__Input for this task__.

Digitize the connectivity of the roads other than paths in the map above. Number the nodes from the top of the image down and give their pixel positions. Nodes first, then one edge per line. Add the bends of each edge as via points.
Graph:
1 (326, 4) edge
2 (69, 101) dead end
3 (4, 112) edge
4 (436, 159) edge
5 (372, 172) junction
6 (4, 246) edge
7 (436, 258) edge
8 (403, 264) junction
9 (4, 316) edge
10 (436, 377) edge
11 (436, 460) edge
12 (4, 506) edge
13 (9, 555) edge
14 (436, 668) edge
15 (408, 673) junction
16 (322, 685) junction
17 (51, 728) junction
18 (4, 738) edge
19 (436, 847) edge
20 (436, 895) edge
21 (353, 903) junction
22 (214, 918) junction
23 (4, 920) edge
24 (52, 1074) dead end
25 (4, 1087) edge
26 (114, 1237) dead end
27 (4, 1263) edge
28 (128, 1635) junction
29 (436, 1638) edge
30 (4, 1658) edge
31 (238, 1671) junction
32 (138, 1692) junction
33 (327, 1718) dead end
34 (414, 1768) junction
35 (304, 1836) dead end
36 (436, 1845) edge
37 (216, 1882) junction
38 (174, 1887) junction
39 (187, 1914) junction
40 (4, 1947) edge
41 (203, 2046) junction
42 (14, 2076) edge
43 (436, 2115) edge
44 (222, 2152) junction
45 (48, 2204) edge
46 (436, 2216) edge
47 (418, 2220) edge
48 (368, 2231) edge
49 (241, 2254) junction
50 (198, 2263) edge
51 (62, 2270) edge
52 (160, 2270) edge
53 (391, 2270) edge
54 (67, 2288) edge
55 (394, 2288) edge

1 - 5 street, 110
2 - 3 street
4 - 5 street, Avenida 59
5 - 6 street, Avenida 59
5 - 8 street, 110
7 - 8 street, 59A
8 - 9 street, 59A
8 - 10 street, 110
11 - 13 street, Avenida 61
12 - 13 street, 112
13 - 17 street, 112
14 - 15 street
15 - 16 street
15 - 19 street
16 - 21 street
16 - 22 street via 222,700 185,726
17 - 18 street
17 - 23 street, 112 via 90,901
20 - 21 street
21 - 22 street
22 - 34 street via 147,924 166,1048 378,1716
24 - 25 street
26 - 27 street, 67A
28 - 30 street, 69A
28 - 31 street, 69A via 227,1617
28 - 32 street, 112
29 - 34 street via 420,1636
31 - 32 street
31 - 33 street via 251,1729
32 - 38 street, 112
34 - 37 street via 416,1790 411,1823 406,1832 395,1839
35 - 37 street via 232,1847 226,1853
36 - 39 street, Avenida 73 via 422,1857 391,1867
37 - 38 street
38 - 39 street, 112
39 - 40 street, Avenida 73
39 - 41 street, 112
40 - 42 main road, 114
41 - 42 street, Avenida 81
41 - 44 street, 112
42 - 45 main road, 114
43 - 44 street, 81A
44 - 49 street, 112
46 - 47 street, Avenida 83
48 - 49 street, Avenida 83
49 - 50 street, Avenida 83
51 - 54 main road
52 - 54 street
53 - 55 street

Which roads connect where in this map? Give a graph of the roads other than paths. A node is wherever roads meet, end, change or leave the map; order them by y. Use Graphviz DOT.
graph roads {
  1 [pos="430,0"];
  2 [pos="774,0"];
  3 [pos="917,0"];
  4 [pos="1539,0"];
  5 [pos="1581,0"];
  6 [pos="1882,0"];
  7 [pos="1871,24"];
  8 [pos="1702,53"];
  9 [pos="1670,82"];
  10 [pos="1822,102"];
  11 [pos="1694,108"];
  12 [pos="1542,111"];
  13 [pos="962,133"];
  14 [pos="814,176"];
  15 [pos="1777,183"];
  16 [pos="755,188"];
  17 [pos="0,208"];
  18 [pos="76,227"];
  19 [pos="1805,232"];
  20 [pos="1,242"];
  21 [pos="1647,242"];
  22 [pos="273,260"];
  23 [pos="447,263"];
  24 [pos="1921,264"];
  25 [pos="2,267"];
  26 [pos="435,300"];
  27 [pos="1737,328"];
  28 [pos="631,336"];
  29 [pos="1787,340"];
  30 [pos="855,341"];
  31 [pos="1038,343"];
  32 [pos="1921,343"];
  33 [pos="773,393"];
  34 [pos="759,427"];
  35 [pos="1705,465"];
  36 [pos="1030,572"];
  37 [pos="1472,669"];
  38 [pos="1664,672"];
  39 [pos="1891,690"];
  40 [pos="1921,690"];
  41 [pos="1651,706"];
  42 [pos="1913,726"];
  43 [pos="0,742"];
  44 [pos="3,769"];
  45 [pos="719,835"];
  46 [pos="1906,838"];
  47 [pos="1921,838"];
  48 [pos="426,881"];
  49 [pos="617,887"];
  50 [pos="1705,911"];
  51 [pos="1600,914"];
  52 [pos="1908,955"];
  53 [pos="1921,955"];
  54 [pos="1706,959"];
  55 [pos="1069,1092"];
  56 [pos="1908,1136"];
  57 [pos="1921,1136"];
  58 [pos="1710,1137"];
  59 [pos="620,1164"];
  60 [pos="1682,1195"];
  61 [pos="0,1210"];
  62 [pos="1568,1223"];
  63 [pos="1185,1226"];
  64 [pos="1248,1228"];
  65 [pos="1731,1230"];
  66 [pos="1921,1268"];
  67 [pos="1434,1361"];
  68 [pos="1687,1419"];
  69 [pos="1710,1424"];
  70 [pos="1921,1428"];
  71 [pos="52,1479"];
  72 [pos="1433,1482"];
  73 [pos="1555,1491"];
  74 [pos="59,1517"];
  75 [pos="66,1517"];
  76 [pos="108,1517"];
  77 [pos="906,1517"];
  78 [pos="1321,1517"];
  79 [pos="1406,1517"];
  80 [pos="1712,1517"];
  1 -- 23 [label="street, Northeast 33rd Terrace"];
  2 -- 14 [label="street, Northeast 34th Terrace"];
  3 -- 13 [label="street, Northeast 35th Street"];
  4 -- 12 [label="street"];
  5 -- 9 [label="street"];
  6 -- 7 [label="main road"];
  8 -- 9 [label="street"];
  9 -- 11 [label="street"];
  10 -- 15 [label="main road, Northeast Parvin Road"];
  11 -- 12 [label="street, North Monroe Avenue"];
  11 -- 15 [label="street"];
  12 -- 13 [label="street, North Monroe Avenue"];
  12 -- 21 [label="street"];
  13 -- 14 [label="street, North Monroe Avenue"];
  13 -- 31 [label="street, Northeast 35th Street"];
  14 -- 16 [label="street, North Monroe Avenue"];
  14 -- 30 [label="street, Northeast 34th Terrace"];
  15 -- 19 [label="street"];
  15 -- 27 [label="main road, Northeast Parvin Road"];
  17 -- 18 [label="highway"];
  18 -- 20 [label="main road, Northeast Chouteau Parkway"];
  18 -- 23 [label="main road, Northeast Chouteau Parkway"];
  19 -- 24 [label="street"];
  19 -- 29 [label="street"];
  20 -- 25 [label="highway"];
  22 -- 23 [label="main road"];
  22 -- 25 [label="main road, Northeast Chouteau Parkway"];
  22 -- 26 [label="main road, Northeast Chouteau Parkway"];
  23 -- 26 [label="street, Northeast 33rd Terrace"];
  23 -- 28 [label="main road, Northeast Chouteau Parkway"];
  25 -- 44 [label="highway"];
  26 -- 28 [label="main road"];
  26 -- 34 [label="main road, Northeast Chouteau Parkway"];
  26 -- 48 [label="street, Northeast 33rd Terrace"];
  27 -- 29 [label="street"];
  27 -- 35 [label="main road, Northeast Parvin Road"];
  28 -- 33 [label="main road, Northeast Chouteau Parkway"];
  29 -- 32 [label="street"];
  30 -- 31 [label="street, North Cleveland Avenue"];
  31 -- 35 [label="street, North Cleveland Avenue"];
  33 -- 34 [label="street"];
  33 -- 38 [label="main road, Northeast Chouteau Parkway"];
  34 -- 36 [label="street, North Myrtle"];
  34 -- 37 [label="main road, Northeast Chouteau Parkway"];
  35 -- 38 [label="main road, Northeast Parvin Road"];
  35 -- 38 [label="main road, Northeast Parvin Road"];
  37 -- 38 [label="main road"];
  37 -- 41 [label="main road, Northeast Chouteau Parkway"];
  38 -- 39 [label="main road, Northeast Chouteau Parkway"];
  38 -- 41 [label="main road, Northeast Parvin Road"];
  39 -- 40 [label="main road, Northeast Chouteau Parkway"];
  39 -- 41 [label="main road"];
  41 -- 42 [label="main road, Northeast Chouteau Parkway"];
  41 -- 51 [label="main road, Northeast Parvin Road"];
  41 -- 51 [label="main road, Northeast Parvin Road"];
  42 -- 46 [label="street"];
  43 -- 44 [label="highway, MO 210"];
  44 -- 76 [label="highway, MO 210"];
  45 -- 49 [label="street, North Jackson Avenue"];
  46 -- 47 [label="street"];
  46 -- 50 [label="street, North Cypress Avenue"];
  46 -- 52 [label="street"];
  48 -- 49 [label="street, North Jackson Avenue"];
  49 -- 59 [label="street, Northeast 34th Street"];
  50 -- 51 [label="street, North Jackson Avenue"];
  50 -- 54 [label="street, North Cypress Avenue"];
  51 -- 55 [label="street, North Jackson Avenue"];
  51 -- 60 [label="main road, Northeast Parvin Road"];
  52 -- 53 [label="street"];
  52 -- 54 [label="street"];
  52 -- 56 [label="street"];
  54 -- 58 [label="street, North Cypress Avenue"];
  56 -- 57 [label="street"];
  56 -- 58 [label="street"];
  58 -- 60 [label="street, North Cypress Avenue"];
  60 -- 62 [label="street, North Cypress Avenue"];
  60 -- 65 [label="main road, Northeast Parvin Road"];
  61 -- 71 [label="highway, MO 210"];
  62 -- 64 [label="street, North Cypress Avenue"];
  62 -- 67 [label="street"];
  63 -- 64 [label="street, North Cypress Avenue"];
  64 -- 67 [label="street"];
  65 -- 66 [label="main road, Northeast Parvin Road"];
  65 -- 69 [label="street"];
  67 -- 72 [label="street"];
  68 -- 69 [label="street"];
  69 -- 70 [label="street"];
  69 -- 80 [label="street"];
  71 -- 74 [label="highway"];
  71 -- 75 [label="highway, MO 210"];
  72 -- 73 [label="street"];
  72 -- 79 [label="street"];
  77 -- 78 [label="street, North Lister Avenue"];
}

__What is required__. Which of the lines above contain "roads"? Return them all.

__Exercise solution__.
Digitize the connectivity of the roads other than paths in the map above. Number the nodes from the top of the image down and give their pixel positions. Nodes first, then one edge per line. Add the bends of each edge as via points.
Which roads connect where in this map? Give a graph of the roads other than paths. A node is wherever roads meet, end, change or leave the map; order them by y. Use Graphviz DOT.
graph roads {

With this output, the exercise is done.